(Beginning of Supplied records)

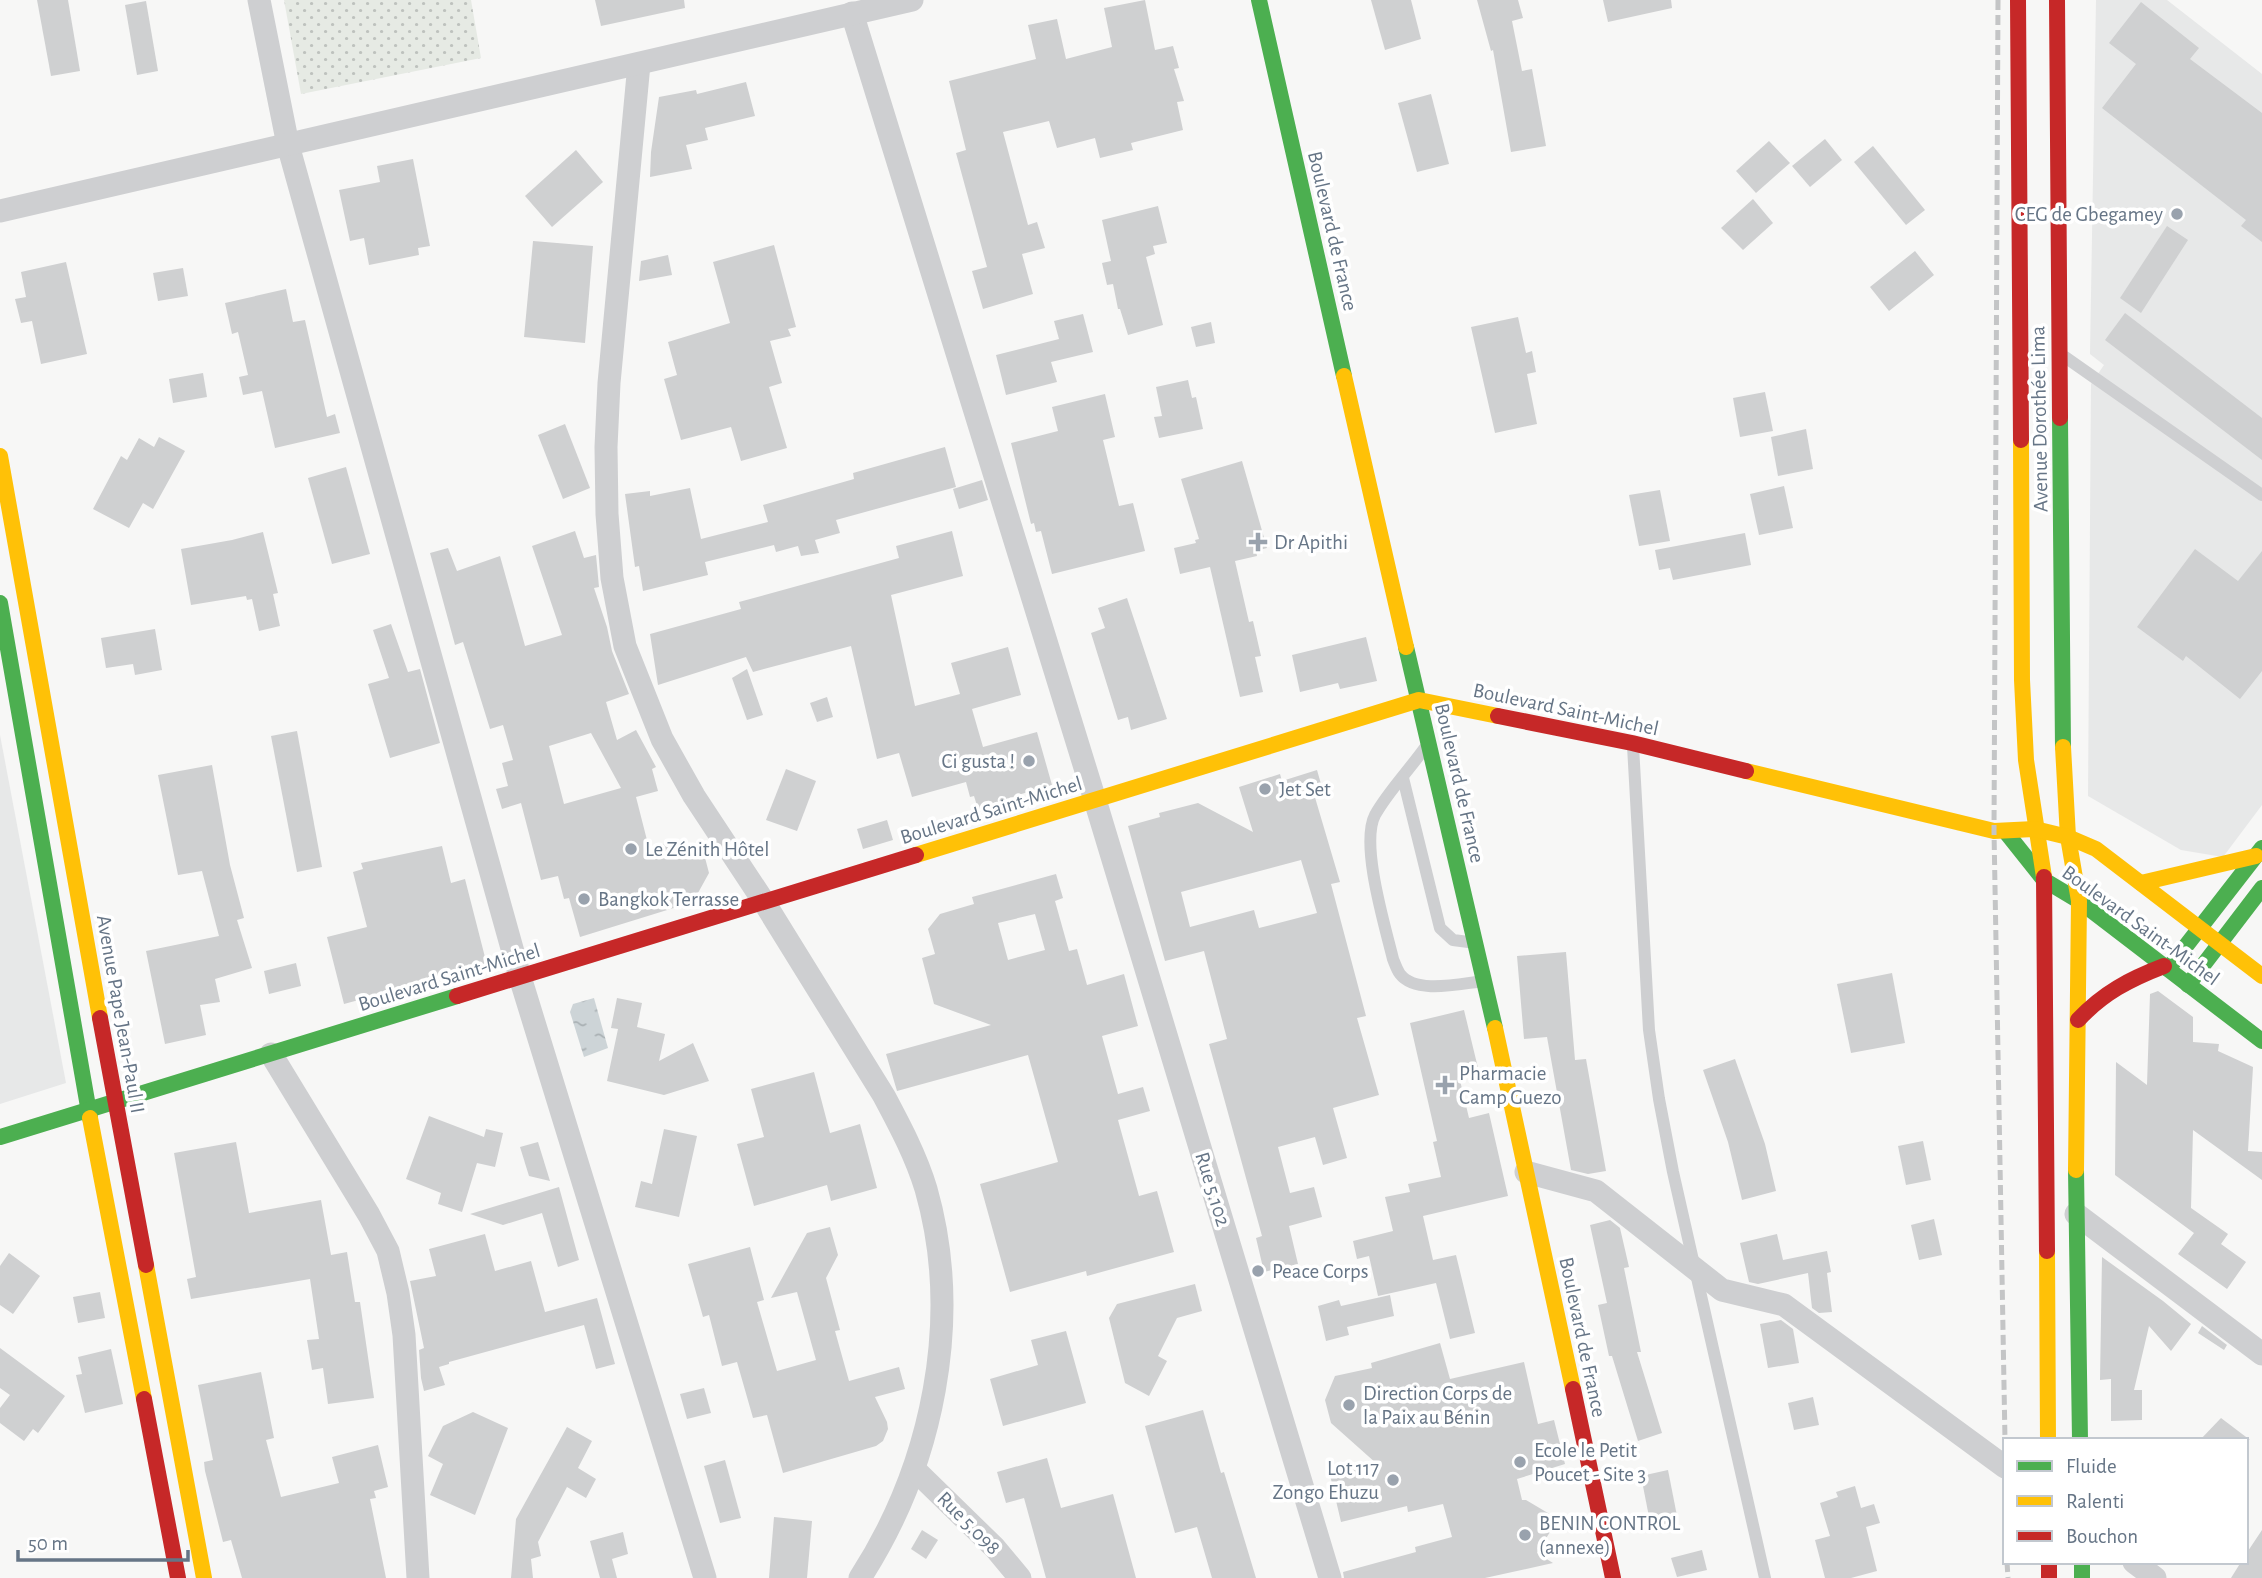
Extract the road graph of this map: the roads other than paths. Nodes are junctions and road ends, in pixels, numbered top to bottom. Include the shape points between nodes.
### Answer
1 (259, 0) edge
2 (912, 0) edge
3 (1259, 0) edge
4 (2018, 0) edge
5 (2057, 0) edge
6 (852, 13) junction
7 (639, 64) junction
8 (288, 145) junction
9 (0, 211) edge
10 (2059, 352) junction
11 (0, 456) edge
12 (2262, 495) edge
13 (0, 603) edge
14 (1419, 700) junction
15 (1428, 743) junction
16 (1632, 743) junction
17 (1403, 778) junction
18 (1095, 800) junction
19 (2035, 829) junction
20 (2005, 831) junction
21 (2068, 837) junction
22 (2259, 852) edge
23 (2044, 880) junction
24 (2141, 883) junction
25 (2262, 888) edge
26 (2079, 901) junction
27 (764, 902) junction
28 (2200, 928) junction
29 (1477, 943) junction
30 (2220, 943) junction
31 (2166, 967) junction
32 (2262, 976) edge
33 (520, 977) junction
34 (1485, 981) junction
35 (2188, 985) junction
36 (2078, 1020) junction
37 (2262, 1041) edge
38 (271, 1054) junction
39 (115, 1102) junction
40 (88, 1110) junction
41 (0, 1137) edge
42 (1526, 1172) junction
43 (2076, 1214) junction
44 (2262, 1354) edge
45 (2048, 1438) edge
46 (2080, 1438) edge
47 (2003, 1466) edge
48 (915, 1470) junction
49 (2137, 1564) edge
50 (178, 1578) edge
51 (204, 1578) edge
52 (418, 1578) edge
53 (705, 1578) edge
54 (860, 1578) edge
55 (1020, 1578) edge
56 (1330, 1578) edge
57 (1614, 1578) edge
58 (1765, 1578) edge
59 (2155, 1578) edge

1 - 8 street
2 - 6 street
3 - 14 main road, Boulevard de France
4 - 19 main road, Avenue Dorothée Lima via 2022,680
5 - 10 main road, Avenue Dorothée Lima
6 - 7 street
6 - 18 street, Rue 5.102
7 - 8 street
7 - 27 street via 608,396 607,514 612,578 625,646 662,739
8 - 9 street
8 - 33 street
10 - 12 lane
10 - 21 main road, Avenue Dorothée Lima via 2063,760
11 - 39 main road, Avenue Pape Jean-Paul II
13 - 40 main road
14 - 15 main road, Boulevard de France
14 - 16 main road, Boulevard Saint-Michel
14 - 18 main road, Boulevard Saint-Michel
15 - 17 lane
15 - 29 main road, Boulevard de France
16 - 20 main road, Boulevard Saint-Michel
16 - 58 lane via 1650,1030 1659,1099
17 - 29 lane via 1440,928 1453,940
17 - 34 lane via 1375,816 1370,831 1393,959 1411,984
18 - 27 main road, Boulevard Saint-Michel
18 - 56 street, Rue 5.102
19 - 20 main road, Boulevard Saint-Michel
19 - 21 main road, Boulevard Saint-Michel
19 - 23 main road, Avenue Dorothée Lima
20 - 23 main road, Boulevard Saint-Michel
21 - 24 main road, Boulevard Saint-Michel via 2096,849
21 - 26 main road, Avenue Dorothée Lima
22 - 24 main road
22 - 28 main road
23 - 26 main road, Boulevard Saint-Michel
23 - 45 main road, Avenue Dorothée Lima
24 - 28 main road, Boulevard Saint-Michel
25 - 30 main road
26 - 31 main road, Boulevard Saint-Michel
26 - 36 main road, Avenue Dorothée Lima
27 - 33 main road, Boulevard Saint-Michel
27 - 48 street via 884,1096 926,1189 939,1257 941,1331 938,1370
28 - 30 main road, Boulevard Saint-Michel
28 - 31 main road
29 - 34 main road, Boulevard de France
30 - 32 main road, Boulevard Saint-Michel
30 - 35 main road
31 - 35 main road, Boulevard Saint-Michel
31 - 36 main road via 2113,987
33 - 38 main road, Boulevard Saint-Michel
33 - 53 street
34 - 42 main road, Boulevard de France
35 - 37 main road, Boulevard Saint-Michel
36 - 43 main road, Avenue Dorothée Lima
38 - 39 main road, Boulevard Saint-Michel
38 - 52 street via 388,1251 404,1335
39 - 40 main road, Boulevard Saint-Michel
39 - 51 main road, Avenue Pape Jean-Paul II
40 - 41 main road, Boulevard Saint-Michel
40 - 50 main road
42 - 47 street via 1596,1191 1722,1290 1783,1306
42 - 57 main road, Boulevard de France
43 - 44 street
43 - 46 main road, Avenue Dorothée Lima
48 - 54 street
48 - 55 street, Rue 5.098
49 - 59 street

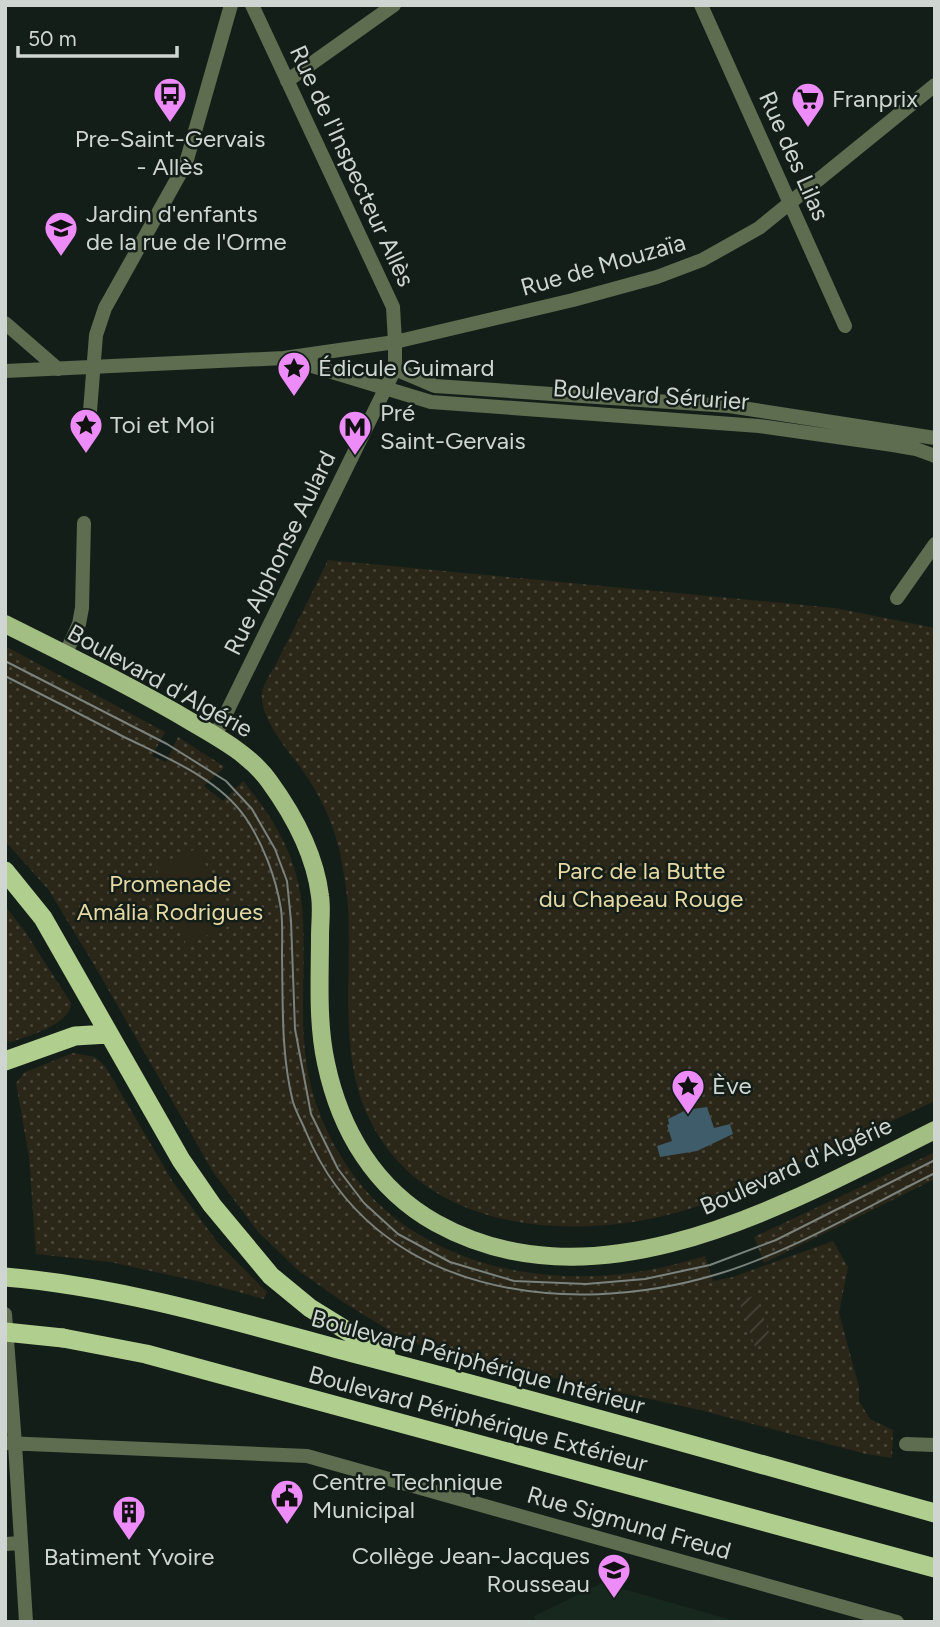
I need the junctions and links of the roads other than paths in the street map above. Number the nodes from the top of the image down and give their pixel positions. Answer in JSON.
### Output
{"nodes":[{"id":1,"x":231,"y":5,"type":"edge"},
{"id":2,"x":252,"y":5,"type":"edge"},
{"id":3,"x":394,"y":5,"type":"edge"},
{"id":4,"x":701,"y":5,"type":"edge"},
{"id":5,"x":287,"y":81,"type":"junction"},
{"id":6,"x":935,"y":85,"type":"edge"},
{"id":7,"x":791,"y":204,"type":"junction"},
{"id":8,"x":5,"y":323,"type":"edge"},
{"id":9,"x":845,"y":327,"type":"dead end"},
{"id":10,"x":395,"y":342,"type":"junction"},
{"id":11,"x":284,"y":358,"type":"junction"},
{"id":12,"x":92,"y":367,"type":"junction"},
{"id":13,"x":58,"y":369,"type":"junction"},
{"id":14,"x":395,"y":369,"type":"junction"},
{"id":15,"x":5,"y":371,"type":"edge"},
{"id":16,"x":385,"y":390,"type":"junction"},
{"id":17,"x":88,"y":437,"type":"dead end"},
{"id":18,"x":935,"y":438,"type":"edge"},
{"id":19,"x":935,"y":456,"type":"edge"},
{"id":20,"x":84,"y":523,"type":"dead end"},
{"id":21,"x":935,"y":544,"type":"edge"},
{"id":22,"x":897,"y":598,"type":"dead end"},
{"id":23,"x":5,"y":624,"type":"edge"},
{"id":24,"x":65,"y":655,"type":"junction"},
{"id":25,"x":215,"y":736,"type":"junction"},
{"id":26,"x":5,"y":871,"type":"edge"},
{"id":27,"x":108,"y":1034,"type":"junction"},
{"id":28,"x":5,"y":1061,"type":"edge"},
{"id":29,"x":935,"y":1130,"type":"edge"},
{"id":30,"x":5,"y":1277,"type":"edge"},
{"id":31,"x":5,"y":1314,"type":"edge"},
{"id":32,"x":5,"y":1332,"type":"edge"},
{"id":33,"x":401,"y":1365,"type":"junction"},
{"id":34,"x":10,"y":1444,"type":"edge"},
{"id":35,"x":906,"y":1444,"type":"dead end"},
{"id":36,"x":935,"y":1445,"type":"edge"},
{"id":37,"x":935,"y":1513,"type":"edge"},
{"id":38,"x":21,"y":1543,"type":"junction"},
{"id":39,"x":5,"y":1544,"type":"edge"},
{"id":40,"x":935,"y":1569,"type":"edge"},
{"id":41,"x":26,"y":1622,"type":"edge"},
{"id":42,"x":897,"y":1622,"type":"edge"}],
"edges":[{"from":1,"to":12,"type":"street"},
{"from":2,"to":5,"type":"street","name":"Rue de l'Inspecteur Allès"},
{"from":3,"to":5,"type":"street"},
{"from":4,"to":7,"type":"street","name":"Rue des Lilas"},
{"from":5,"to":10,"type":"street","name":"Rue de l'Inspecteur Allès"},
{"from":6,"to":7,"type":"street","name":"Rue de Mouzaïa"},
{"from":7,"to":9,"type":"street","name":"Rue des Lilas"},
{"from":7,"to":10,"type":"street","name":"Rue de Mouzaïa"},
{"from":8,"to":13,"type":"street"},
{"from":10,"to":11,"type":"street","name":"Boulevard Sérurier"},
{"from":10,"to":14,"type":"street","name":"Rue de l'Inspecteur Allès"},
{"from":11,"to":12,"type":"street","name":"Boulevard Sérurier"},
{"from":11,"to":16,"type":"street","name":"Boulevard Sérurier"},
{"from":12,"to":13,"type":"street","name":"Boulevard Sérurier"},
{"from":12,"to":17,"type":"street"},
{"from":13,"to":15,"type":"street","name":"Boulevard Sérurier"},
{"from":14,"to":16,"type":"street","name":"Rue de l'Inspecteur Allès"},
{"from":14,"to":18,"type":"street","name":"Boulevard Sérurier"},
{"from":16,"to":19,"type":"street","name":"Boulevard Sérurier"},
{"from":16,"to":25,"type":"street","name":"Rue Alphonse Aulard"},
{"from":20,"to":24,"type":"street"},
{"from":21,"to":22,"type":"street"},
{"from":23,"to":24,"type":"main road","name":"Boulevard d'Algérie"},
{"from":24,"to":25,"type":"main road","name":"Boulevard d'Algérie"},
{"from":25,"to":29,"type":"main road","name":"Boulevard d'Algérie"},
{"from":26,"to":27,"type":"highway"},
{"from":27,"to":28,"type":"highway"},
{"from":27,"to":33,"type":"highway"},
{"from":30,"to":33,"type":"highway","name":"Boulevard Périphérique Intérieur"},
{"from":31,"to":34,"type":"street"},
{"from":32,"to":40,"type":"highway","name":"Boulevard Périphérique Extérieur","bridge":true},
{"from":33,"to":37,"type":"highway","name":"Boulevard Périphérique Intérieur"},
{"from":34,"to":38,"type":"street"},
{"from":34,"to":42,"type":"street","name":"Rue Sigmund Freud"},
{"from":35,"to":36,"type":"street"},
{"from":38,"to":39,"type":"street"},
{"from":38,"to":41,"type":"street"}]}
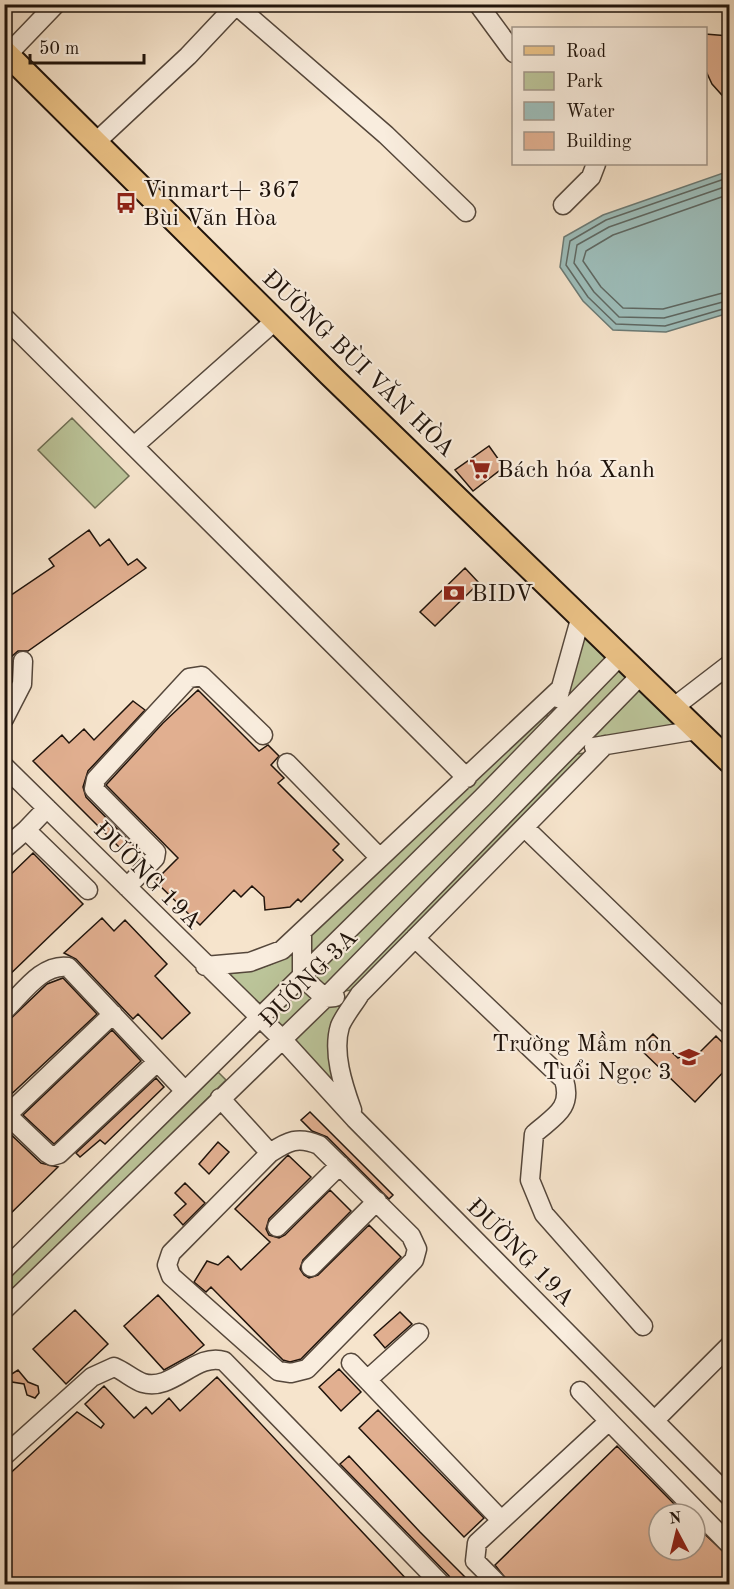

(End of Supplied records)

What the exercise asks → Among the lines above, please find those with "highway" and copy them.

Expected answer →
{"from":26,"to":27,"type":"highway"},
{"from":27,"to":28,"type":"highway"},
{"from":27,"to":33,"type":"highway"},
{"from":30,"to":33,"type":"highway","name":"Boulevard Périphérique Intérieur"},
{"from":32,"to":40,"type":"highway","name":"Boulevard Périphérique Extérieur","bridge":true},
{"from":33,"to":37,"type":"highway","name":"Boulevard Périphérique Intérieur"},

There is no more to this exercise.